Гуттузо также стремится выйти за ограничивающие изобразительное пространство рамки и к активизации пространственной сферы. Его концепция базируется на динамике пластической формы, развивающейся в пространстве. Художник включает зрителя в сферу действия изображения, но не механически, а как эмоционального участника самого действия. Для этого ему не нужно иллюзорности ни традиционной, ни новой, механической. Связь изображаемого действия и зрителя носит более эмоциональный, духовный характер.

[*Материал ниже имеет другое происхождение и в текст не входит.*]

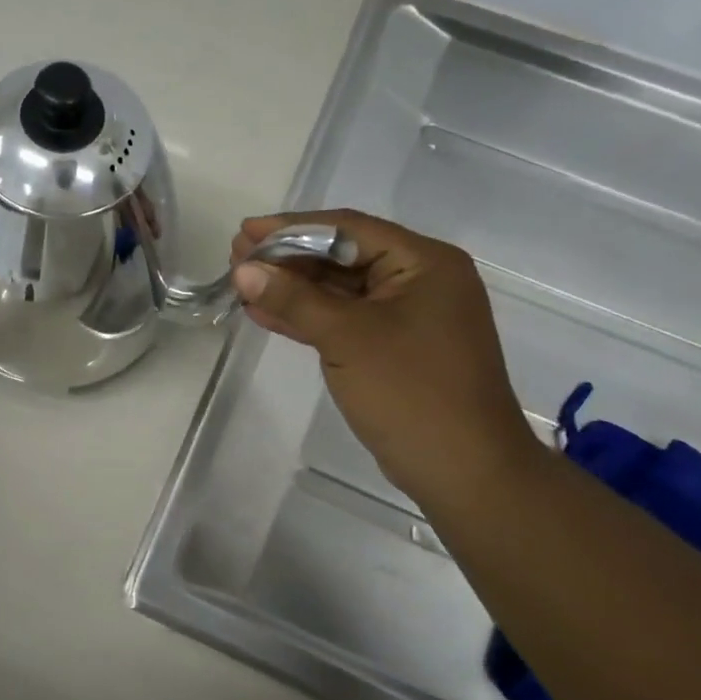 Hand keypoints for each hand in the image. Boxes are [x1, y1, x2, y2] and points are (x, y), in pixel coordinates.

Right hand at [230, 210, 540, 506]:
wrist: (463, 471)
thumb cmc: (411, 391)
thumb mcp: (347, 337)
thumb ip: (293, 299)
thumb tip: (243, 270)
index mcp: (424, 262)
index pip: (348, 229)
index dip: (291, 228)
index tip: (245, 232)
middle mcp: (419, 280)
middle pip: (342, 256)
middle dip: (288, 258)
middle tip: (236, 256)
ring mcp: (407, 316)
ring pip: (339, 290)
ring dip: (291, 287)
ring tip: (242, 281)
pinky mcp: (392, 347)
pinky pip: (343, 319)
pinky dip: (307, 316)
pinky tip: (264, 314) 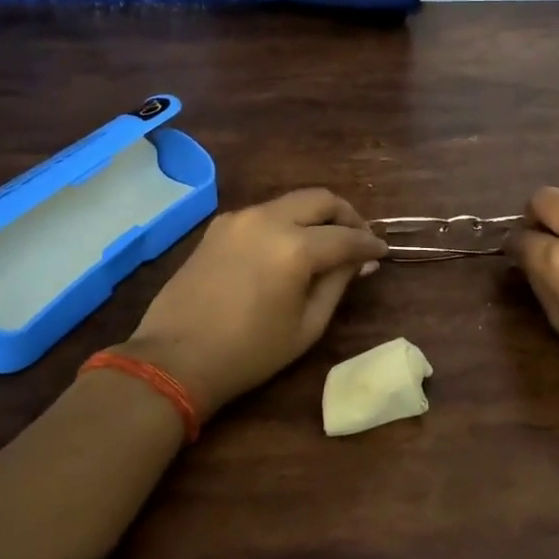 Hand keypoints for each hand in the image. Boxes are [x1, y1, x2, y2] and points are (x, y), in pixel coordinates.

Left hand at [117, 189, 388, 419]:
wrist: (175, 359)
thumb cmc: (249, 352)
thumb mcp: (306, 325)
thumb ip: (337, 283)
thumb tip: (360, 261)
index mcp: (294, 247)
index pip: (346, 237)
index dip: (369, 245)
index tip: (382, 254)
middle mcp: (268, 219)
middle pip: (321, 199)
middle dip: (347, 216)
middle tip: (359, 240)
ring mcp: (240, 218)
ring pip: (292, 201)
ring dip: (316, 215)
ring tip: (328, 242)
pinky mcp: (219, 225)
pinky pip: (265, 212)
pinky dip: (288, 221)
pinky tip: (290, 246) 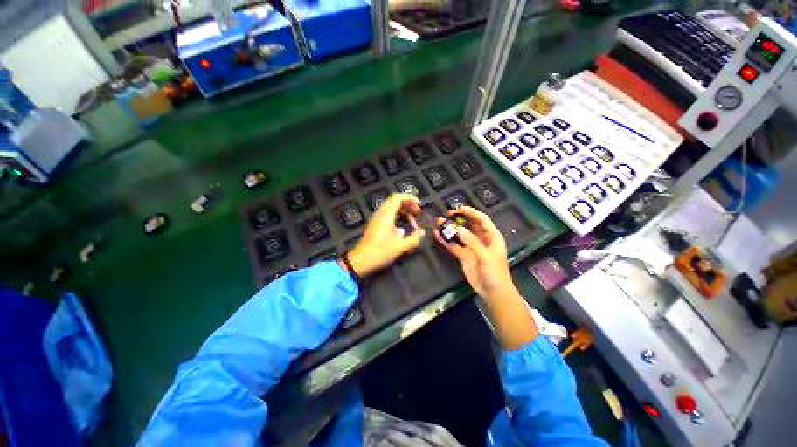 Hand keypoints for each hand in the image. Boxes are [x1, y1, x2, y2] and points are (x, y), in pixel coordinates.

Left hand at [345, 194, 423, 276]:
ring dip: (403, 211)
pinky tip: (403, 227)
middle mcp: (380, 214)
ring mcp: (377, 219)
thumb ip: (414, 239)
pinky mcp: (375, 224)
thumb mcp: (400, 247)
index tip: (419, 205)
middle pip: (395, 201)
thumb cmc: (380, 252)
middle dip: (408, 204)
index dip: (410, 198)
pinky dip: (397, 216)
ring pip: (391, 208)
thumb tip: (423, 233)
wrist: (361, 260)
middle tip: (418, 213)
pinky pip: (388, 214)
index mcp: (386, 215)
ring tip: (412, 220)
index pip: (397, 198)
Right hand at [434, 206, 518, 300]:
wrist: (493, 292)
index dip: (471, 212)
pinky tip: (438, 235)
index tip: (459, 209)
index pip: (482, 219)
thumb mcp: (486, 256)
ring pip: (460, 235)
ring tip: (439, 222)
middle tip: (447, 214)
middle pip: (469, 225)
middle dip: (459, 219)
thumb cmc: (495, 272)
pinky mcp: (463, 256)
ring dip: (450, 229)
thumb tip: (457, 229)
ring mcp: (471, 248)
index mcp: (492, 237)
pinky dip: (446, 240)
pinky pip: (454, 246)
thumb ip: (472, 242)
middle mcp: (481, 239) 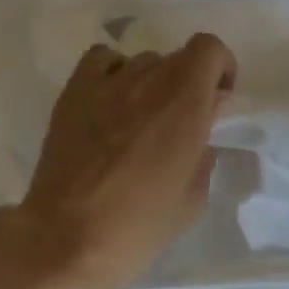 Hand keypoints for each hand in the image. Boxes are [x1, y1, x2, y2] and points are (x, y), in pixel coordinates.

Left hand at [0, 34, 237, 288]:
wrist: (67, 239)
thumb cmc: (140, 224)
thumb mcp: (194, 197)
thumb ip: (203, 154)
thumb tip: (198, 138)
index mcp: (186, 104)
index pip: (210, 50)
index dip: (221, 69)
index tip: (219, 101)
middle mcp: (149, 81)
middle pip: (179, 57)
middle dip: (190, 81)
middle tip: (183, 120)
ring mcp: (107, 84)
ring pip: (143, 61)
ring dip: (154, 82)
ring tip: (143, 118)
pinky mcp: (74, 93)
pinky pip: (102, 60)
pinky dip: (115, 72)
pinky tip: (113, 102) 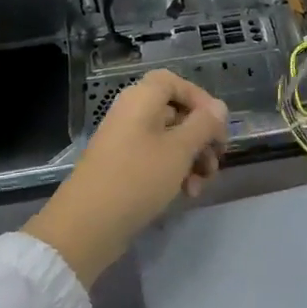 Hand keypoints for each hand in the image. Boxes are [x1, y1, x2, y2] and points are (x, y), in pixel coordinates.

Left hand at [23, 71, 229, 285]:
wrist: (87, 225)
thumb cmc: (138, 178)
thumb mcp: (179, 150)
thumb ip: (204, 125)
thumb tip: (219, 107)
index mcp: (141, 99)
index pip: (175, 82)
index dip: (200, 99)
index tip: (218, 125)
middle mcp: (132, 114)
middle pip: (176, 113)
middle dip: (201, 137)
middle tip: (217, 161)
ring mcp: (126, 142)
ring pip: (170, 140)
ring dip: (192, 160)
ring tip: (200, 186)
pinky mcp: (123, 168)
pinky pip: (156, 160)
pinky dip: (175, 173)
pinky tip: (186, 194) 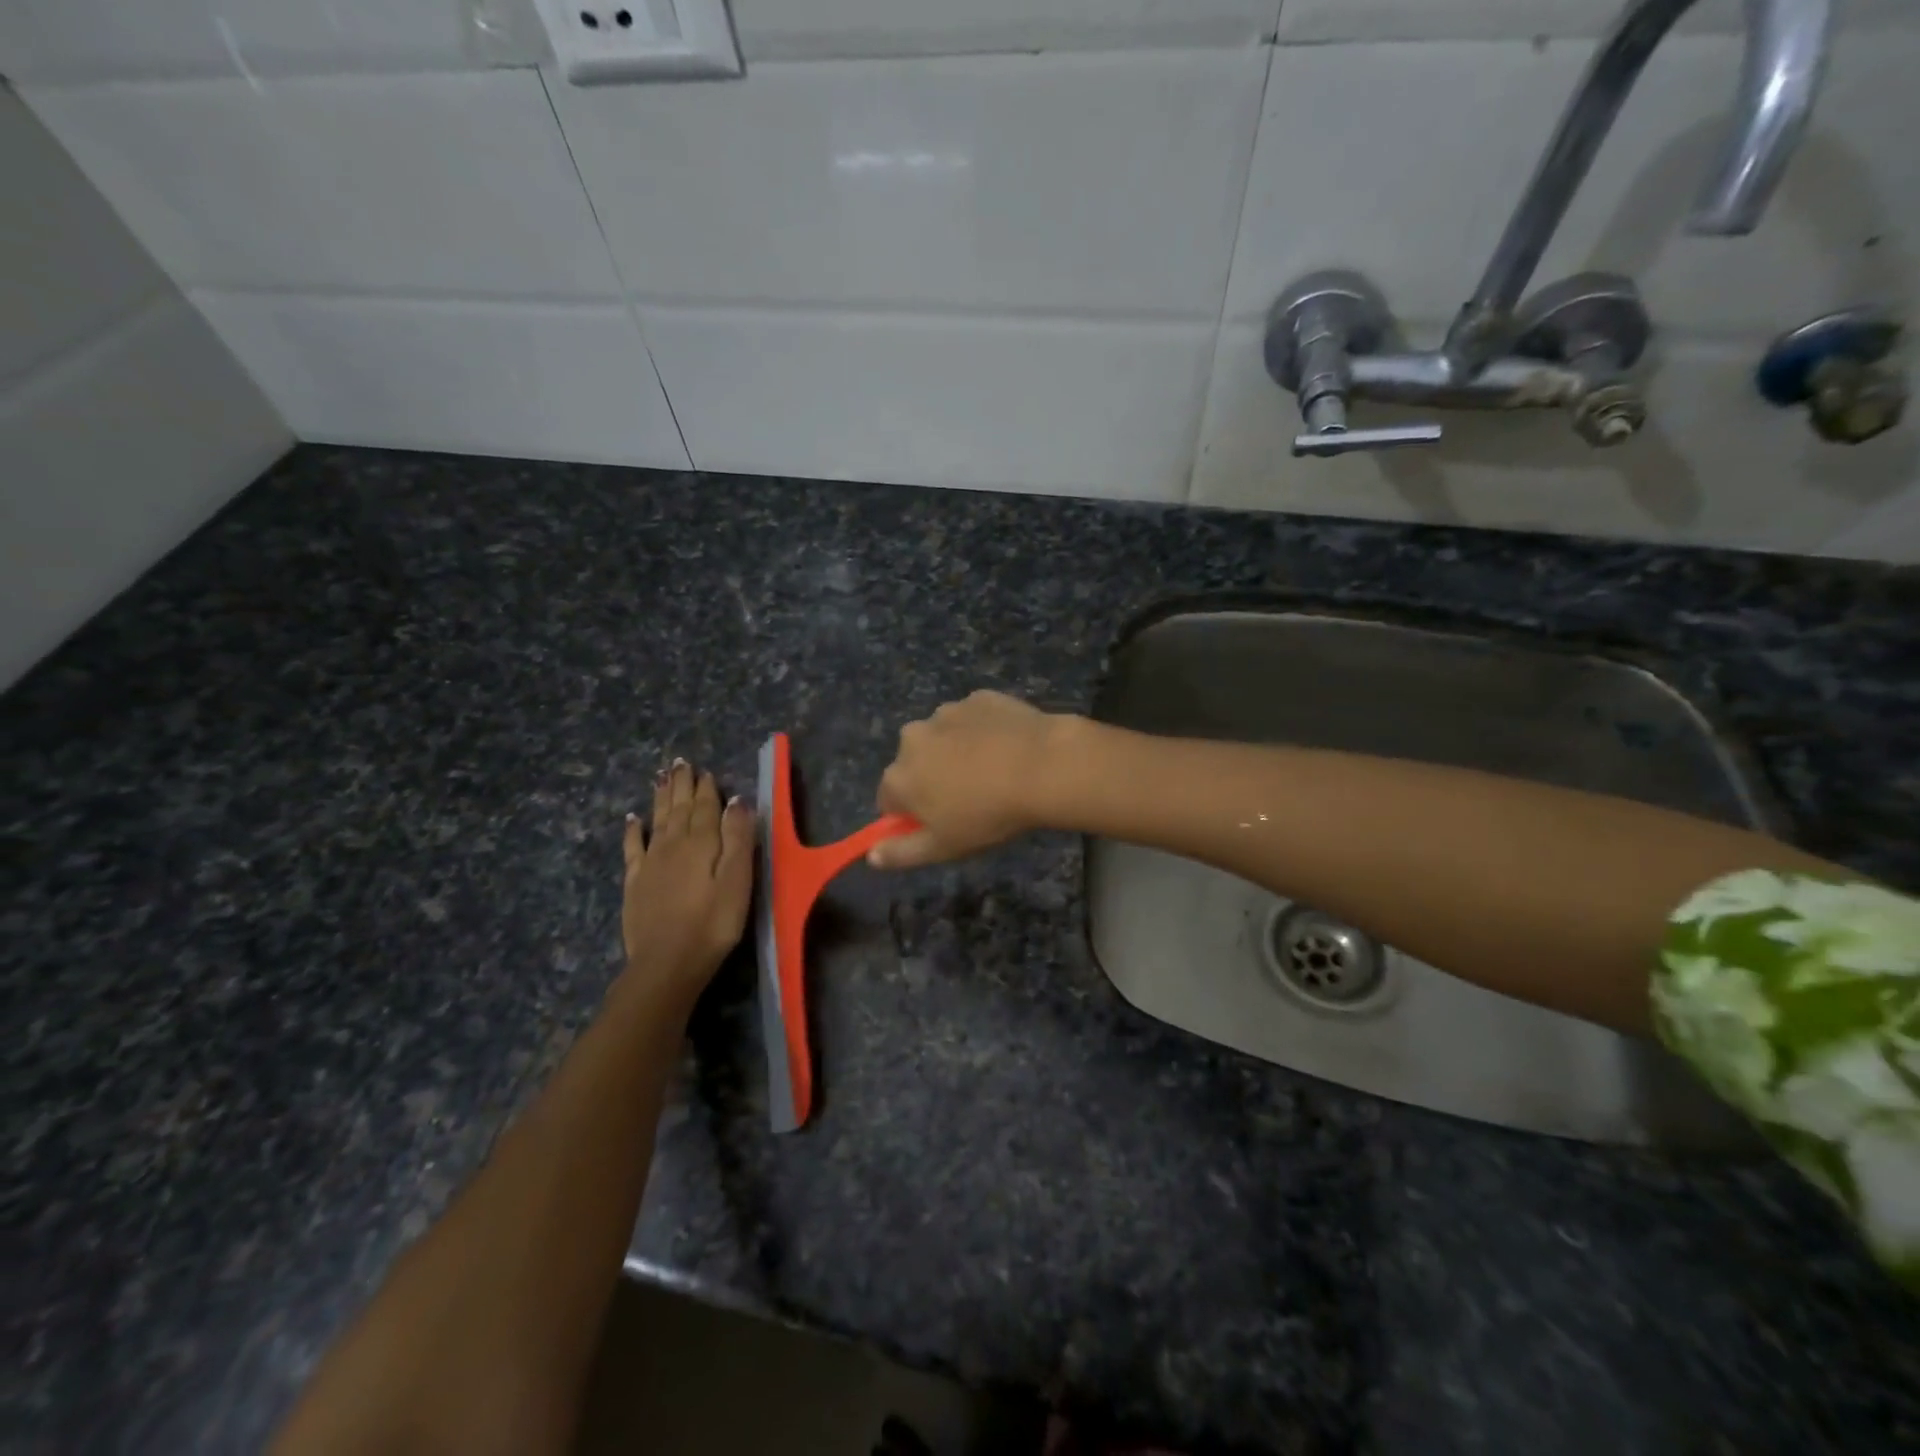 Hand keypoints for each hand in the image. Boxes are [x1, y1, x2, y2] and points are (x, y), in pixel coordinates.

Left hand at [621, 760, 754, 1006]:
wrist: (667, 962)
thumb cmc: (713, 923)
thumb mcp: (738, 880)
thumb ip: (738, 838)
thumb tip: (736, 801)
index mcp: (702, 843)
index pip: (705, 807)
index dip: (706, 788)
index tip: (706, 770)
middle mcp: (674, 844)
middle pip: (679, 808)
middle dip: (681, 785)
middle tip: (680, 762)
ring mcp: (651, 862)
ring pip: (657, 820)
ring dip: (660, 797)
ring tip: (661, 776)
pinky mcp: (635, 882)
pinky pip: (633, 847)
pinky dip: (633, 830)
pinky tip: (632, 818)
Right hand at [870, 691, 1070, 868]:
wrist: (1043, 767)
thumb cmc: (988, 815)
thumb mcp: (943, 848)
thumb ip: (901, 853)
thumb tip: (871, 855)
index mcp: (898, 776)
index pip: (888, 800)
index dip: (912, 815)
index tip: (940, 823)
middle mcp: (912, 737)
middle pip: (914, 764)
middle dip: (932, 778)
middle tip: (971, 798)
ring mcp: (946, 712)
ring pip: (943, 738)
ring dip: (956, 751)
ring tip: (994, 772)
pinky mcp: (978, 697)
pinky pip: (973, 719)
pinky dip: (983, 731)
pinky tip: (1008, 748) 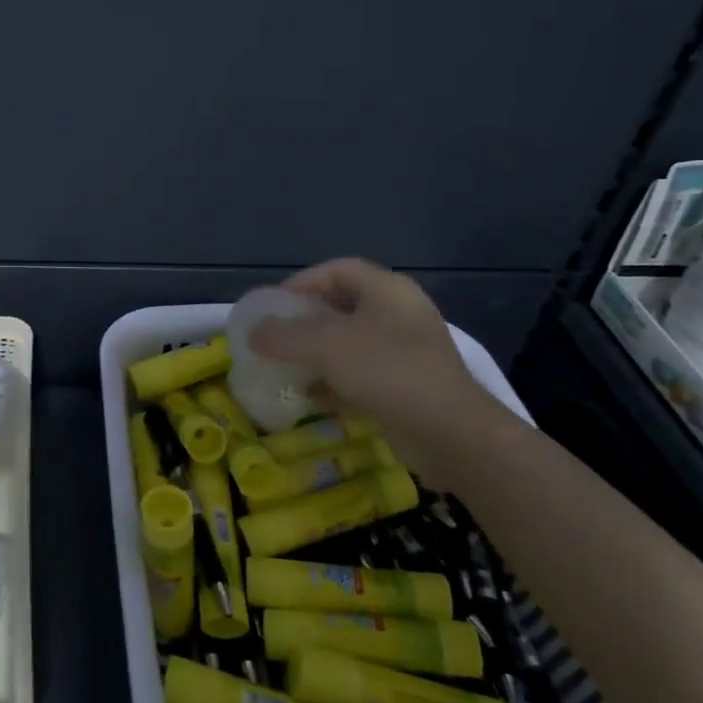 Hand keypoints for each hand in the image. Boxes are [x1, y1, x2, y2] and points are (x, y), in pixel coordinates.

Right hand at [250, 258, 514, 485]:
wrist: (450, 432)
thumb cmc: (386, 371)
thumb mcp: (324, 345)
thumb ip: (282, 335)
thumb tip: (253, 334)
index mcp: (387, 289)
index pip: (336, 270)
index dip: (301, 283)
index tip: (273, 307)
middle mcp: (400, 313)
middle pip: (342, 306)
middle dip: (305, 322)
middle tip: (276, 338)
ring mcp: (407, 350)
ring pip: (351, 343)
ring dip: (318, 354)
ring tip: (287, 368)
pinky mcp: (408, 385)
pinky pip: (363, 373)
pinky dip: (335, 381)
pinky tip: (313, 398) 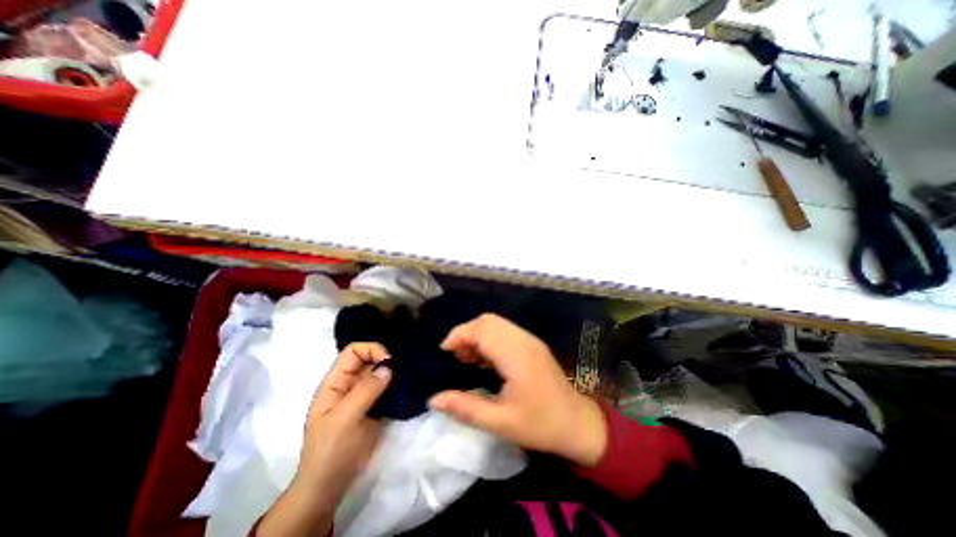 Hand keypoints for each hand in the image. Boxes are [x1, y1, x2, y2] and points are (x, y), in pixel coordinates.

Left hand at [256, 344, 389, 536]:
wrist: (331, 484)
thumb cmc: (331, 450)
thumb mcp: (344, 419)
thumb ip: (365, 391)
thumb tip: (388, 367)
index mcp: (335, 382)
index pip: (353, 352)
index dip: (370, 350)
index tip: (388, 361)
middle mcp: (350, 384)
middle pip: (369, 359)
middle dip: (385, 359)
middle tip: (403, 367)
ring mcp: (363, 395)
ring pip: (380, 372)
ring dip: (394, 371)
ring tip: (409, 373)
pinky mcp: (375, 406)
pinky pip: (387, 387)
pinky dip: (397, 384)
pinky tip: (407, 385)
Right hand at [432, 314, 608, 465]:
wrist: (578, 423)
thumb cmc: (540, 425)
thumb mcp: (500, 422)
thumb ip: (465, 408)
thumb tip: (434, 399)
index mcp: (516, 355)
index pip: (483, 329)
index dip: (459, 335)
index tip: (444, 352)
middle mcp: (523, 340)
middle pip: (488, 321)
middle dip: (467, 333)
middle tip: (456, 357)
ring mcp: (530, 340)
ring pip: (496, 324)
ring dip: (477, 335)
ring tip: (467, 359)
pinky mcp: (532, 345)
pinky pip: (505, 332)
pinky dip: (489, 339)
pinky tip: (484, 360) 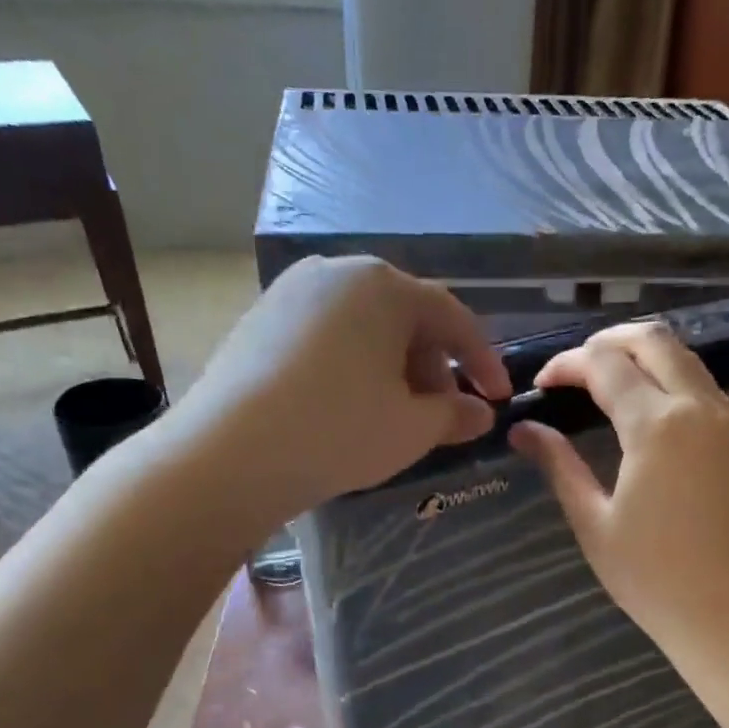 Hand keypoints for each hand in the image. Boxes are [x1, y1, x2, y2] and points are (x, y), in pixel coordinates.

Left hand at [178, 256, 509, 521]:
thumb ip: (456, 416)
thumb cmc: (339, 431)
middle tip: (442, 413)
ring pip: (363, 327)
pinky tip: (347, 407)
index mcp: (383, 286)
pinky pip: (326, 337)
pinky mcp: (258, 320)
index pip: (452, 318)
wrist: (230, 453)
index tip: (499, 398)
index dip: (482, 361)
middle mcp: (336, 273)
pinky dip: (352, 367)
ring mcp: (290, 293)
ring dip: (393, 368)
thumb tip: (481, 414)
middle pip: (405, 317)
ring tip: (395, 414)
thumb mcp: (412, 429)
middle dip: (433, 366)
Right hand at [509, 321, 728, 663]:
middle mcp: (698, 407)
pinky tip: (642, 408)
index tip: (540, 386)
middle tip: (572, 370)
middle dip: (606, 342)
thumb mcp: (594, 522)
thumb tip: (523, 430)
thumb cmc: (653, 578)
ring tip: (601, 382)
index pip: (604, 365)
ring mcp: (727, 420)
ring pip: (683, 356)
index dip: (566, 365)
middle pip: (652, 340)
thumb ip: (559, 465)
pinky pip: (701, 384)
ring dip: (640, 356)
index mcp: (657, 426)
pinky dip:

Гуттузо находит свое собственное пространственное решение, определяющее и в свою очередь определяемое динамическим характером всей живописной системы. Композиционная схема его картин и рисунков строится таким образом, что центром ее делается какой-нибудь пластический элемент — будь то фигура или предмет. Он является ядром, от которого, как после взрыва, развивается пластическая и пространственная структура. Пластические элементы, сплетенные друг с другом, разносятся в динамическом развитии по плоскости листа, взрывают ее в неограниченном движении формы. Художник лишь намечает это устремление объемов, не форсируя их пространственное развитие. Важно то, что зритель, следуя этому пластическому взрыву, втянут в движение формы, он становится не только его свидетелем, но как бы и участником. Поэтому Гуттузо, в сущности, даже не стремится подчеркивать пространственные прорывы вглубь или, наоборот, на зрителя вовне холста. Ему значительно важнее создать чувство того, что пространственная ограниченность картины или рисунка может быть нарушена. Организуя таким образом пространство, в дальнейшем художник может выбирать любое размещение объемов: будь то подчеркнутая двух-мерность или перспективная связанность предметов и фигур.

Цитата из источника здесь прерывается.